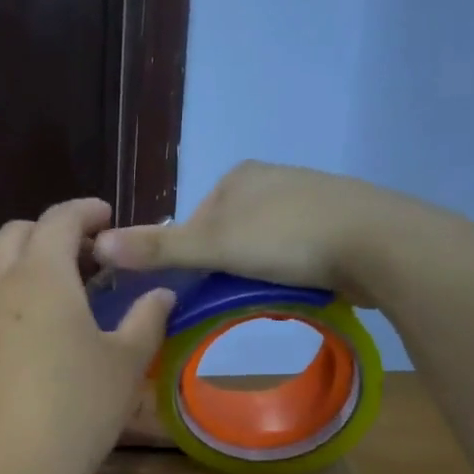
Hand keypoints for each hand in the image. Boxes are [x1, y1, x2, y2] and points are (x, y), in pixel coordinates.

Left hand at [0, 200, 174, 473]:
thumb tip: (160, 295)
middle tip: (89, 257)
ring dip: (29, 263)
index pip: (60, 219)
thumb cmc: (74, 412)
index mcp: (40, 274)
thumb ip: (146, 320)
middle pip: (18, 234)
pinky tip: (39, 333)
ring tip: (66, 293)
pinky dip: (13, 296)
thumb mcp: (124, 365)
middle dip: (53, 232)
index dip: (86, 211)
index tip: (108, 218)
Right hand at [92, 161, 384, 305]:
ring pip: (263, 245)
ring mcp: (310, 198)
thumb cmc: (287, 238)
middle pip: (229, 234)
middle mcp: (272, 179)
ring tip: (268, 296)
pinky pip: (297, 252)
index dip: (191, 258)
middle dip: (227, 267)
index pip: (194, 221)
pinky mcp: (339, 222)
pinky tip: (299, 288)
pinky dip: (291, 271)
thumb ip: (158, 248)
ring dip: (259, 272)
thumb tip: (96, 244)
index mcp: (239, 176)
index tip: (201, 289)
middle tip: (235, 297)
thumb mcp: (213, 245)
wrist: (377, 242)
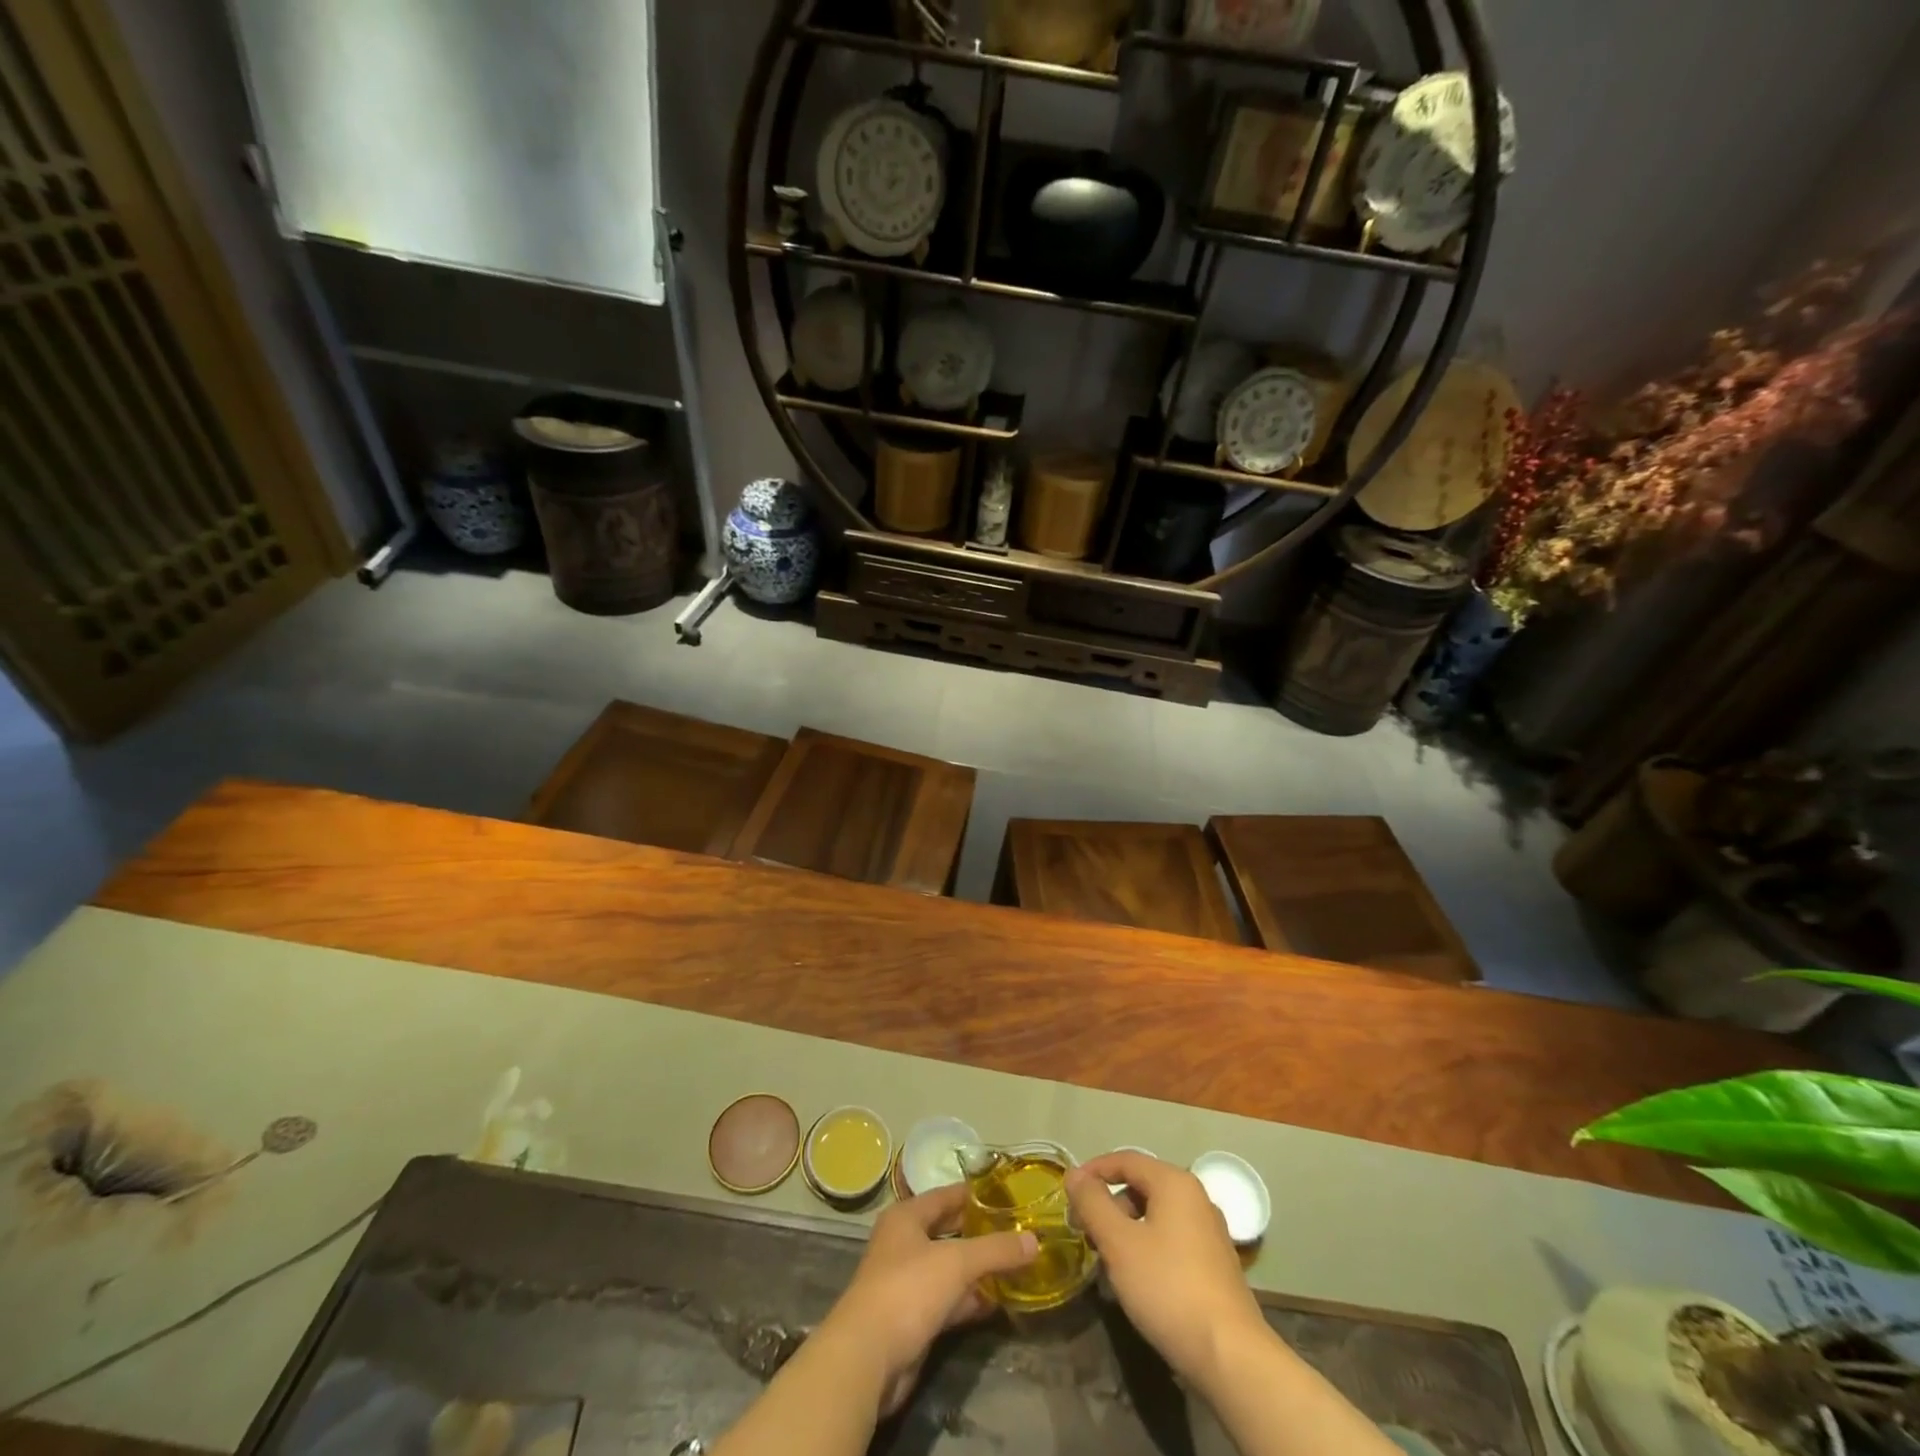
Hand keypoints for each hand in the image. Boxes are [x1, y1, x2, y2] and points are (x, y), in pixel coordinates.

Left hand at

--

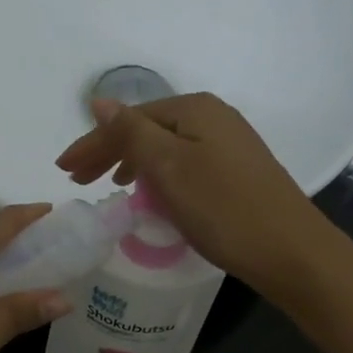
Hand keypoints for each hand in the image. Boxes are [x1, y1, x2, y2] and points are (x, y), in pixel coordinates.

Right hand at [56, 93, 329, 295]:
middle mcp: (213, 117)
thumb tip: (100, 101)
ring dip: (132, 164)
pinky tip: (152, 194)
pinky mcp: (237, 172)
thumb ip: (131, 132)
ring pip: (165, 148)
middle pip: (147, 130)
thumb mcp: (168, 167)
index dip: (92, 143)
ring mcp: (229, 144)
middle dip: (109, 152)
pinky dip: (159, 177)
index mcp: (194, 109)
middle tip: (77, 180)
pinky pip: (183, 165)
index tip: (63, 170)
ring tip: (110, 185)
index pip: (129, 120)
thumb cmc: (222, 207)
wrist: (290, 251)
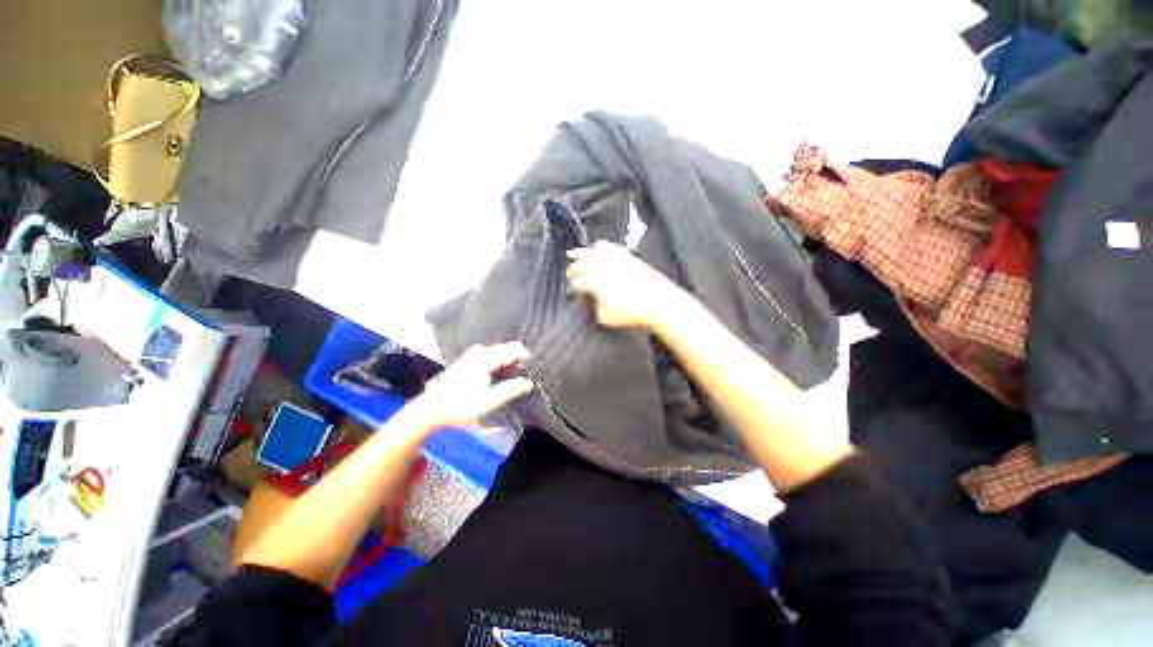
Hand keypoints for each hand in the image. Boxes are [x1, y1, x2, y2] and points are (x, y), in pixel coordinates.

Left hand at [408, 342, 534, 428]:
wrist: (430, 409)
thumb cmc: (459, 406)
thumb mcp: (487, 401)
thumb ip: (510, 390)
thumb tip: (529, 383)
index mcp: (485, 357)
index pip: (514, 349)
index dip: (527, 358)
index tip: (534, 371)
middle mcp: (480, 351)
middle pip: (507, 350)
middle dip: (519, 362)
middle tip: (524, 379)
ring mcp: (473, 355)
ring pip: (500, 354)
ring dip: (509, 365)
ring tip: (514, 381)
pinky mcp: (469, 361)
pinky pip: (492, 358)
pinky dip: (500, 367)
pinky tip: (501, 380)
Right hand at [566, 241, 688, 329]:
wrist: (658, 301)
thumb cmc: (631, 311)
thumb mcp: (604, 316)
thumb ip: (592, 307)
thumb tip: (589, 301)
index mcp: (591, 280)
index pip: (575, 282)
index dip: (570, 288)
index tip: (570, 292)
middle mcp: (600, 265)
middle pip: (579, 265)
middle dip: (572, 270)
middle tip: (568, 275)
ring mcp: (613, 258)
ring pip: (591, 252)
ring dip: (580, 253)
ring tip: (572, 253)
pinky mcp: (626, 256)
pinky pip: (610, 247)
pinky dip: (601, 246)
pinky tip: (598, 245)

---

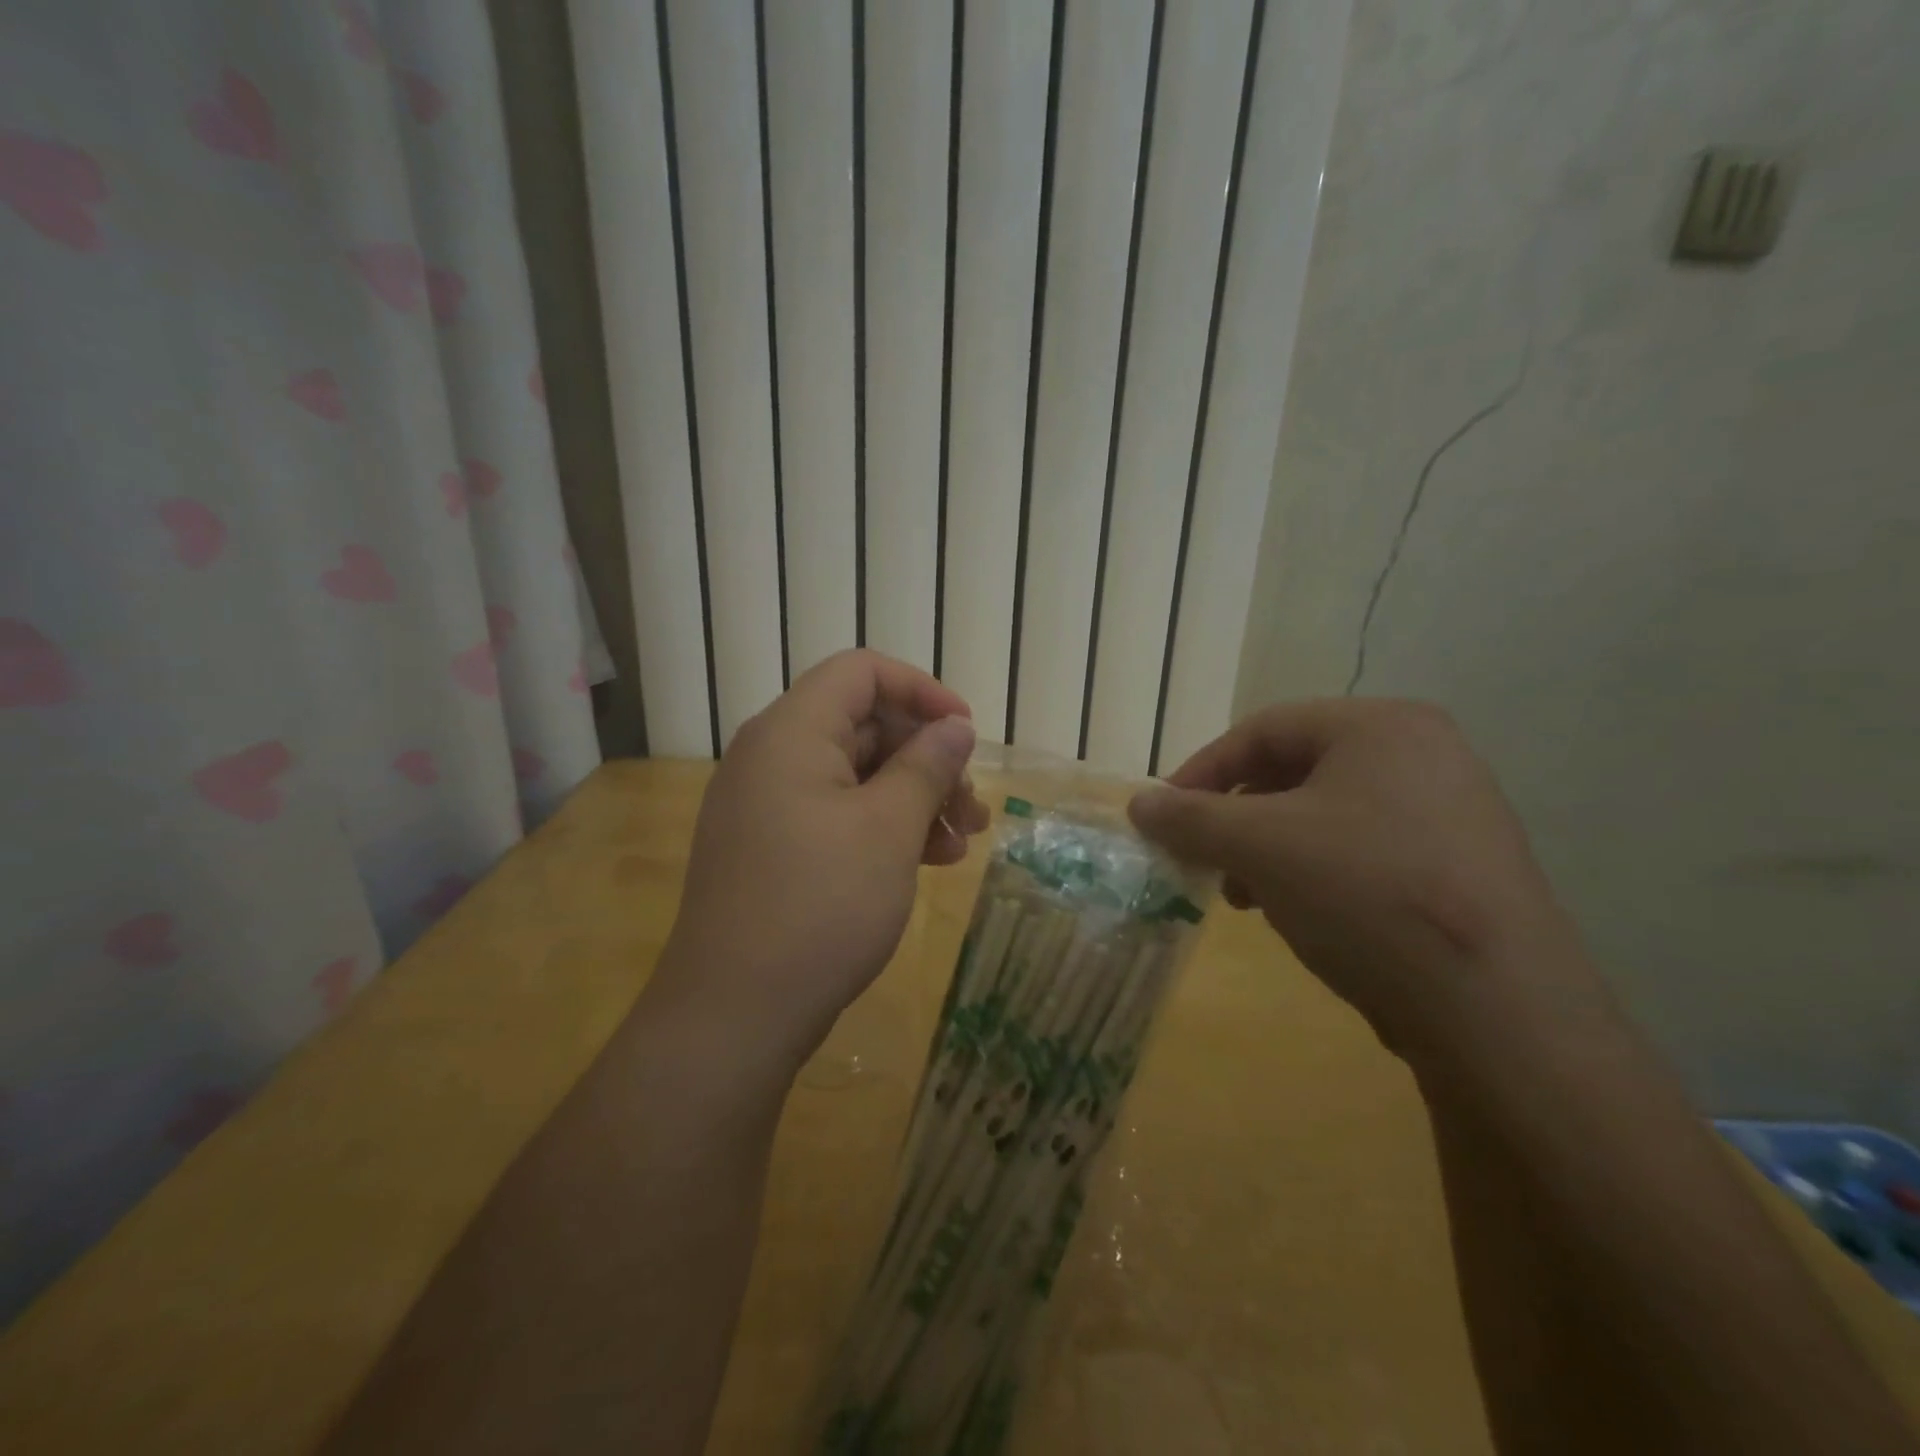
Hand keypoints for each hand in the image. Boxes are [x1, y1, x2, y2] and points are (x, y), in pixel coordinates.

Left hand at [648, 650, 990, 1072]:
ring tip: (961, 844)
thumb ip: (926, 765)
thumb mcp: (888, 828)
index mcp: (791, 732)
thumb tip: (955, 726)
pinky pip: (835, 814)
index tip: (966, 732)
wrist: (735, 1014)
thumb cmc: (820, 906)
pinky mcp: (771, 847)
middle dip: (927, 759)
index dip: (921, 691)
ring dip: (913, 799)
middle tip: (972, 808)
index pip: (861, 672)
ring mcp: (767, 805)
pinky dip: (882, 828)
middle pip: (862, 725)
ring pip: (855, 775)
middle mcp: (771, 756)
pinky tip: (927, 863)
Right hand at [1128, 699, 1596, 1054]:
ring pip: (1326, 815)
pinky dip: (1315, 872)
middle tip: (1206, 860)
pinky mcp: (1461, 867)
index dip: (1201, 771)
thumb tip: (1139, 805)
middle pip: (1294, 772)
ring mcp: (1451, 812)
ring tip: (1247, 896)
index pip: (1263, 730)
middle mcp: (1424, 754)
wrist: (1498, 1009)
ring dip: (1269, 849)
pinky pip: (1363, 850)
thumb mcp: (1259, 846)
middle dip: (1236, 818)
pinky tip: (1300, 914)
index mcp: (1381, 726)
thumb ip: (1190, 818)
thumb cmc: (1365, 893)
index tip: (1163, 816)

§ **Problem details**
Find "ring tip: (1247, 896)" in the entries above and copy that whole line exactly, then each line after it through the line that contains "index tip: (1163, 816)".

§ **Solved exercise**
ring tip: (1247, 896)
index pip: (1263, 730)
middle mcp: (1424, 754)
wrist: (1498, 1009)
ring dip: (1269, 849)
pinky pip: (1363, 850)
thumb mcp: (1259, 846)
middle dip: (1236, 818)
pinky tip: (1300, 914)
index mcp: (1381, 726)
thumb ip: (1190, 818)
thumb cmc: (1365, 893)
index tip: (1163, 816)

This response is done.